Robert: Whether we are completely conscious of it or not, all our theologizing is done within a worldview: a philosophical system of thought that governs the careful formulation of our most cherished religious beliefs. Our beliefs concerning the theology of redemption, which necessarily includes the difficult discussion of evil, are no exception. Concerned with meeting the spiritual needs of contemporary society, Pierre Teilhard de Chardin found the classical explanation of evil as “the privation of being”—one that may have seemed logical in a static, perfectly ordered cosmos—seriously deficient in an evolutionary universe.  As a result, he sought to offer a more palatable explanation of the nature of evil in light of this reigning worldview.

While the nuances of his position are complex, his basic premise is that evil is a necessary and inevitable consequence of a world in ever-increasing organization and wholeness.

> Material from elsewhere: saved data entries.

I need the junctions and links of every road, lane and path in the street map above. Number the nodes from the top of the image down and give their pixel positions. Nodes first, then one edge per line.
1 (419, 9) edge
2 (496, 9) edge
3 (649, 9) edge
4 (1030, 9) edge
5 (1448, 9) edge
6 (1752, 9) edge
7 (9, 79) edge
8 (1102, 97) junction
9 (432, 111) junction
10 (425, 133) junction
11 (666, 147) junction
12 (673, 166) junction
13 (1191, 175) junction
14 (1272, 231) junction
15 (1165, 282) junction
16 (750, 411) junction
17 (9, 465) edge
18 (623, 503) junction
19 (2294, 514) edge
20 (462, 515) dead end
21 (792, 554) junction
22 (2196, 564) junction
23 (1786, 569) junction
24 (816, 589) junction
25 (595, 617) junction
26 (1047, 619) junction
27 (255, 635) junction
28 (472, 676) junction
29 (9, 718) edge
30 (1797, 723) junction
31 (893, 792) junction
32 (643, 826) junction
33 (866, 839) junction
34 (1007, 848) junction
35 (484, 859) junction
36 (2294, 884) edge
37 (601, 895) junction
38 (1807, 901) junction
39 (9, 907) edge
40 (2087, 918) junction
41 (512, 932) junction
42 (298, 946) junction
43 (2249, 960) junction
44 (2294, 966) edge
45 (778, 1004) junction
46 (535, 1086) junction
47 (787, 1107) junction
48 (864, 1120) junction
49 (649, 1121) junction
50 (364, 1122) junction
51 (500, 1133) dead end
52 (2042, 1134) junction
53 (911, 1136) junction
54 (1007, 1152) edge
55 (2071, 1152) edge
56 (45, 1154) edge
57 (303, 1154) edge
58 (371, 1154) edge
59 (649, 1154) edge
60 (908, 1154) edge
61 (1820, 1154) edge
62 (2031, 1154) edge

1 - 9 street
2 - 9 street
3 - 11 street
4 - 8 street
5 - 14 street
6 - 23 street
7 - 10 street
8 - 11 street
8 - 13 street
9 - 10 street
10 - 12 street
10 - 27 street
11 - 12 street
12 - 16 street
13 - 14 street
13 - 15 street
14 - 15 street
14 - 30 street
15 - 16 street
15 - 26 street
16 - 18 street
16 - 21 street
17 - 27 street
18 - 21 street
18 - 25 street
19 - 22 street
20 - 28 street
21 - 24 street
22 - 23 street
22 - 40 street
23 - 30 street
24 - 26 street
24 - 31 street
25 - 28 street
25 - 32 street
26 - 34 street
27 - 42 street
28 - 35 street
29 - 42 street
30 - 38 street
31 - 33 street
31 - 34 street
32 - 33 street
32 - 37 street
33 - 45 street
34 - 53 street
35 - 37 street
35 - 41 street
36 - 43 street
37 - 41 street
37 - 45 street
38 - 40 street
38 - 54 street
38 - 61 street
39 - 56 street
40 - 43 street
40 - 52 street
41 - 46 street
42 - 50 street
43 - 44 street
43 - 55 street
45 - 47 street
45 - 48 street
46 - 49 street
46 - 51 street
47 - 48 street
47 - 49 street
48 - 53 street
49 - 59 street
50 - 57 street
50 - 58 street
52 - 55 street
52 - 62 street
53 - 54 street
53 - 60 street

He writes: “[In the process of evolution,] for implacable statistical reasons, and at every level—preliving, living, reflectively conscious—it is impossible that there not be some disorder or lack of organization in a multiplicity that is progressively moving toward a higher degree of organization.” For Teilhard, evil is the result of the incompleteness of life, a failure to unite and a refusal to bring God’s creation to completion. Let us briefly examine this proposition.

In an evolutionary paradigm, the activity of creation is conceived as a gradual process of unification, namely, to create is to unite. It is a slow movement from erratic multiplication to deeper unity, one that reaches its final synthesis in Christ (St. Paul’s pleroma: the moment when all is consciously united in Christ). Thus, if creation is understood as an unremitting process of advancing wholeness and the totalization of Christ is the culminating point of this long trajectory, then Teilhard concluded that the problem of evil is no longer a problem. In other words, the great minds who inhabited ancient cosmologies necessarily had difficulty reconciling the existence of evil with the belief in a ready-made world fashioned by a good and omnipotent God. In a world in a constant state of becoming—what might be more aptly described as continual creation—however, evil is an unavoidable and natural byproduct. Teilhard explains:

By arranging and unifying little by little, through [Christ’s] attracting influence and utilization of the random combinations that occur in quantities of large number, an immense multitude of elements, at first almost infinitely numerous, extremely simple, and possessing negligible consciousness, then gradually more rare and more complex, and finally gifted with reflection. now what is the inevitable counterpart of any success obtained by following a process of this kind if not the necessity of paying success by a certain amount of waste? Disharmony or decomposition in preliving matter, suffering among living things, sin in the domain of liberty: there is no order in the process of formation that does not at every stage of the process imply disorder. There is nothing. . . in this condition of participated being which would lessen the dignity or limit the omnipotence of the Creator. Nor is there anything whatever savoring of Manicheism. Pure unorganized multiplicity is not bad in itself. But because it is multiple—that is, essentially subject in its arrangements to the play of chance—it is absolutely impossible that it progress toward unity without giving ride to evil here and there by statistical necessity.

Evil is, therefore, not an accident but “the very expression of a state of plurality that is not yet completely organized. . . It is an enemy, the shadow that God raises by [God’s] decision to create.” A universe in evolution is a universe racked with growing pains; it is one that is locked in battle against the natural forces of unification that are indispensable to the future consummation of the God-world relationship.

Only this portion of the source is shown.